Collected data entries
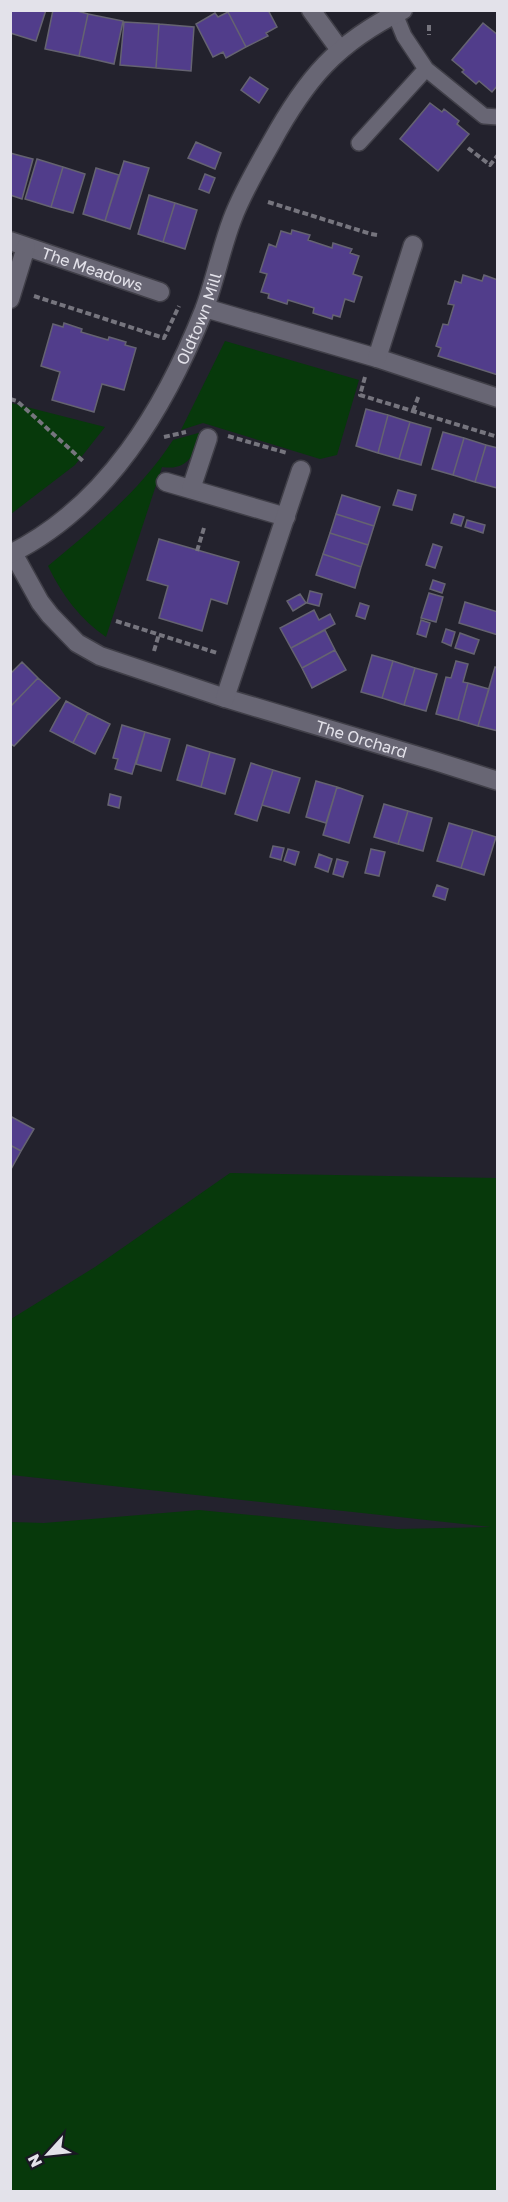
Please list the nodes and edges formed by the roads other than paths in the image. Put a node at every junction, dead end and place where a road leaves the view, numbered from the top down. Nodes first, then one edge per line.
1 (311, 10) edge
2 (398, 12) edge
3 (340, 50) junction
4 (426, 69) junction
5 (498, 117) edge
6 (359, 143) dead end
7 (18, 244) edge
8 (413, 245) dead end
9 (160, 292) dead end
10 (12, 294) edge
11 (205, 308) junction
12 (375, 357) junction
13 (498, 398) edge
14 (208, 438) dead end
15 (301, 470) dead end
16 (166, 482) dead end
17 (190, 489) junction
18 (286, 517) junction
19 (12, 553) edge
20 (225, 698) junction
21 (498, 782) edge

1 - 3 street
2 - 3 street, Oldtown Mill
2 - 4 lane
3 - 11 street, Oldtown Mill
4 - 5 lane
4 - 6 lane
7 - 9 street, The Meadows
7 - 10 street, The Meadows
8 - 12 street
11 - 12 street
11 - 19 street, Oldtown Mill
12 - 13 street
14 - 17 street
15 - 18 street
16 - 17 street
17 - 18 street
18 - 20 street
19 - 20 street, The Orchard
20 - 21 street, The Orchard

**Task goal:**
Your task is to transcribe all of the records precisely, with no images included.

**Result for this task:**
Please list the nodes and edges formed by the roads other than paths in the image. Put a node at every junction, dead end and place where a road leaves the view, numbered from the top down. Nodes first, then one edge per line.
1 (311, 10) edge
2 (398, 12) edge
3 (340, 50) junction
4 (426, 69) junction
5 (498, 117) edge
6 (359, 143) dead end
7 (18, 244) edge
8 (413, 245) dead end
9 (160, 292) dead end
10 (12, 294) edge
11 (205, 308) junction
12 (375, 357) junction
13 (498, 398) edge
14 (208, 438) dead end
15 (301, 470) dead end
16 (166, 482) dead end
17 (190, 489) junction
18 (286, 517) junction
19 (12, 553) edge
20 (225, 698) junction
21 (498, 782) edge

1 - 3 street
2 - 3 street, Oldtown Mill
2 - 4 lane
3 - 11 street, Oldtown Mill
4 - 5 lane
4 - 6 lane
7 - 9 street, The Meadows
7 - 10 street, The Meadows
8 - 12 street
11 - 12 street
11 - 19 street, Oldtown Mill
12 - 13 street
14 - 17 street
15 - 18 street
16 - 17 street
17 - 18 street
18 - 20 street
19 - 20 street, The Orchard
20 - 21 street, The Orchard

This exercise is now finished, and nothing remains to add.